[Activity] Below are the records; tally the lines that include "Jatiluhur" and report only the total.

[Extracted entries]
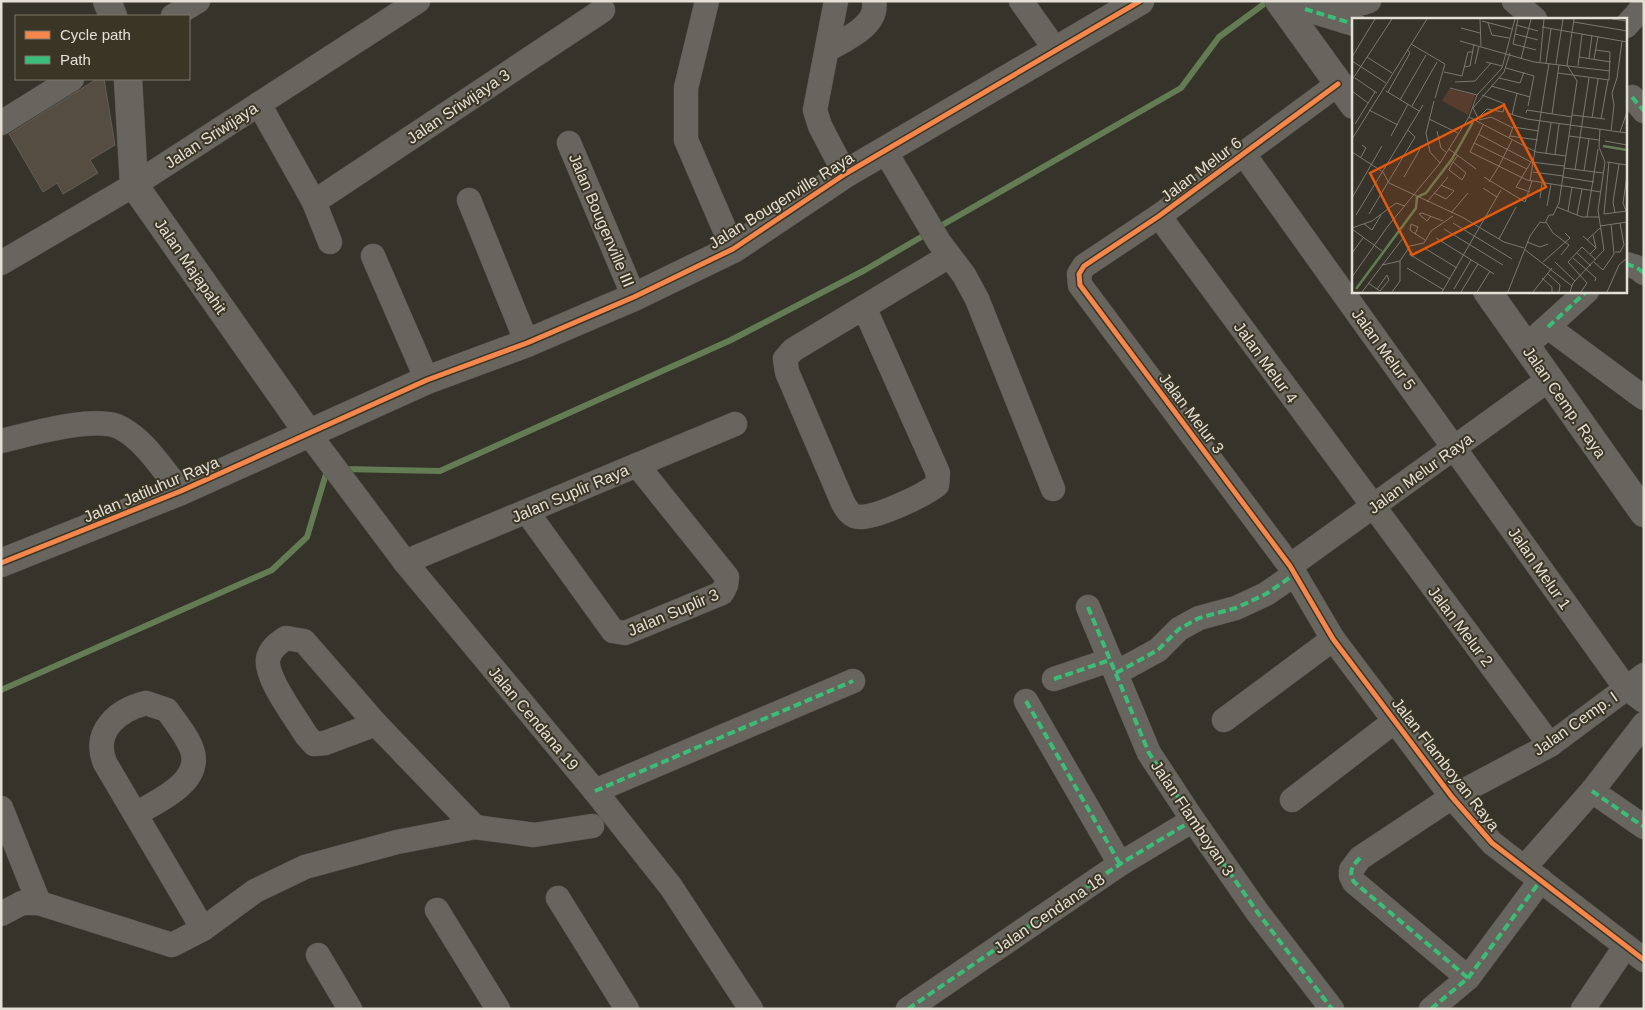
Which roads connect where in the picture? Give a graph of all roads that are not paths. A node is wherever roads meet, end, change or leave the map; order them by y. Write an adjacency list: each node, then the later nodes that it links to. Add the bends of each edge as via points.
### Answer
1 (107, 1): 15 (street)
2 (198, 1): 16 (street)
3 (418, 1): 25 (street, Jalan Sriwijaya)
4 (706, 1): 36 (street, via 686,88 686,140)
5 (836, 1): 20 (street)
6 (874, 1): 20 (street, via 872,17 864,27)
7 (1021, 1): 21 (street)
8 (1140, 1): 21 (street, Jalan Bougenville Raya)
9 (1336, 1): 10 (street)
10 (1369, 1)
11 (1514, 1): 17 (street)
12 (1644, 6): 19 (street)
13 (1295, 7): 18 (street); 24 (street)
14 (602, 10): 33 (street, Jalan Sriwijaya 3)
15 (113, 15)
16 (176, 15)
17 (1534, 18)
18 (1352, 23)
19 (1628, 24)
20 (827, 50): 30 (street, via 815,110)
21 (1055, 50): 28 (street, Jalan Bougenville Raya)
22 (70, 80): 26 (street)
23 (128, 80): 31 (street)
24 (1346, 94): 29 (street, Jalan Melur 6)
25 (258, 104): 31 (street, Jalan Sriwijaya); 33 (street)
26 (1, 122)
27 (569, 143): 45 (street, Jalan Bougenville III)
28 (884, 151): 30 (street, Jalan Bougenville Raya); 37 (street)
29 (1243, 153): 34 (street, Jalan Melur 6); 56 (street, Jalan Melur 5)
30 (846, 174): 36 (street, Jalan Bougenville Raya)
31 (134, 185): 39 (street, Jalan Sriwijaya); 54 (street, Jalan Majapahit)
32 (469, 200): 48 (street)
33 (314, 202): 35 (street)
34 (1159, 216): 42 (street, Jalan Melur 6, via 1084,266); 60 (street, Jalan Melur 4)
35 (330, 242)
36 (733, 249): 45 (street, Jalan Bougenville Raya)
37 (944, 249): 46 (street); 58 (street, via 977,299)
38 (373, 256): 50 (street)
39 (1, 263)
40 (1628, 265): 41 (street)
41 (1644, 273)
42 (1079, 274): 65 (street, Jalan Melur 3, via 1080,285)
43 (1488, 292): 49 (street, Jalan Cemp. Raya)
44 (1586, 292): 47 (street)
45 (634, 297): 48 (street, Jalan Bougenville Raya)
46 (864, 307): 46 (street, via 938,473 937,485 929,491 859,518 849,513 843,503 787,372 785,359 793,350)
47 (1548, 327): 49 (street); 52 (street)
48 (527, 343): 50 (street, Jalan Bougenville Raya)
49 (1526, 346): 51 (street, Jalan Cemp. Raya)
50 (427, 380): 54 (street, Jalan Bougenville Raya)
51 (1548, 380): 56 (street, Jalan Melur Raya); 62 (street, Jalan Cemp. Raya)
52 (1644, 398)
53 (735, 424): 57 (street, Jalan Suplir Raya)
54 (308, 434): 59 (street, Jalan Jatiluhur Raya); 63 (street, Jalan Cendana 19)
55 (1, 441): 59 (street, via 69,425 119,426 146,448)
56 (1455, 448): 60 (street, Jalan Melur Raya); 71 (street, Jalan Melur 1)
57 (637, 465): 61 (street, Jalan Suplir Raya); 61 (street, Jalan Suplir 3, via 727,577 722,593 626,633 613,631)
58 (1053, 488)
59 (181, 491): 64 (street, Jalan Jatiluhur Raya)
60 (1373, 508): 65 (street, Jalan Melur Raya); 77 (street, Jalan Melur 2)
61 (526, 512): 63 (street, Jalan Suplir Raya)
62 (1644, 513)
63 (405, 562): 78 (street, Jalan Cendana 19)
64 (1, 563)
65 (1292, 570): 67 (street, Jalan Flamboyan Raya); 68 (street, Jalan Melur Raya, via 1266,594 1236,608 1199,618 1179,629 1158,650)
66 (1088, 607): 68 (street, Jalan Flamboyan 3)
67 (1333, 639): 73 (street); 74 (street, Jalan Flamboyan Raya)
68 (1113, 666): 69 (street, Jalan Melur Raya); 84 (street, Jalan Flamboyan 3, via 1149,753)
69 (1054, 680)
70 (853, 681): 78 (street)
71 (1638, 688): 77 (street, Jalan Cemp. I)
72 (1026, 701): 88 (street)
73 (1224, 720)
74 (1396, 720): 80 (street, Jalan Flamboyan Raya); 81 (street)
75 (376, 724): 75 (street, via 304,641 286,638 273,648 268,659 271,676 314,744); 87 (street)
76 (1644, 724): 79 (street)
77 (1550, 744): 80 (street, Jalan Cemp. I)
78 (595, 791): 101 (street, Jalan Cendana 19, via 671,887)
79 (1592, 791): 86 (street); 89 (street)
80 (1452, 796): 89 (street, Jalan Flamboyan Raya, via 1492,843); 97 (street, Jalan Cemp. I, via 1360,858 1351,870 1354,882)
81 (1292, 800)
82 (1, 808): 91 (street)
83 (136, 814): 83 (street, via 105,763 102,743 110,723 118,714 146,703 167,710 193,754 193,762 178,788); 94 (street)
84 (1192, 820): 88 (street, Jalan Cendana 18); 103 (street, Jalan Flamboyan 3)
85 (592, 826): 87 (street, via 534,835)
86 (1644, 827)
87 (475, 828): 94 (street, via 397,842 306,867 255,891)
88 (1120, 864): 102 (street, Jalan Cendana 18)
89 (1532, 874): 95 (street, Jalan Flamboyan Raya); 97 (street)
90 (558, 898): 100 (street)
91 (39, 903): 93 (street, via 22,902); 94 (street, via 172,944)
92 (437, 910): 99 (street)
93 (1, 914)
94 (203, 929)
95 (1635, 953): 105 (street)
96 (318, 955): 98 (street)
97 (1468, 978): 104 (street)
98 (350, 1009)
99 (498, 1009)
100 (627, 1009)
101 (751, 1009)
102 (908, 1009)
103 (1332, 1009)
104 (1431, 1009)
105 (1584, 1009)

[Solution to this exercise] 2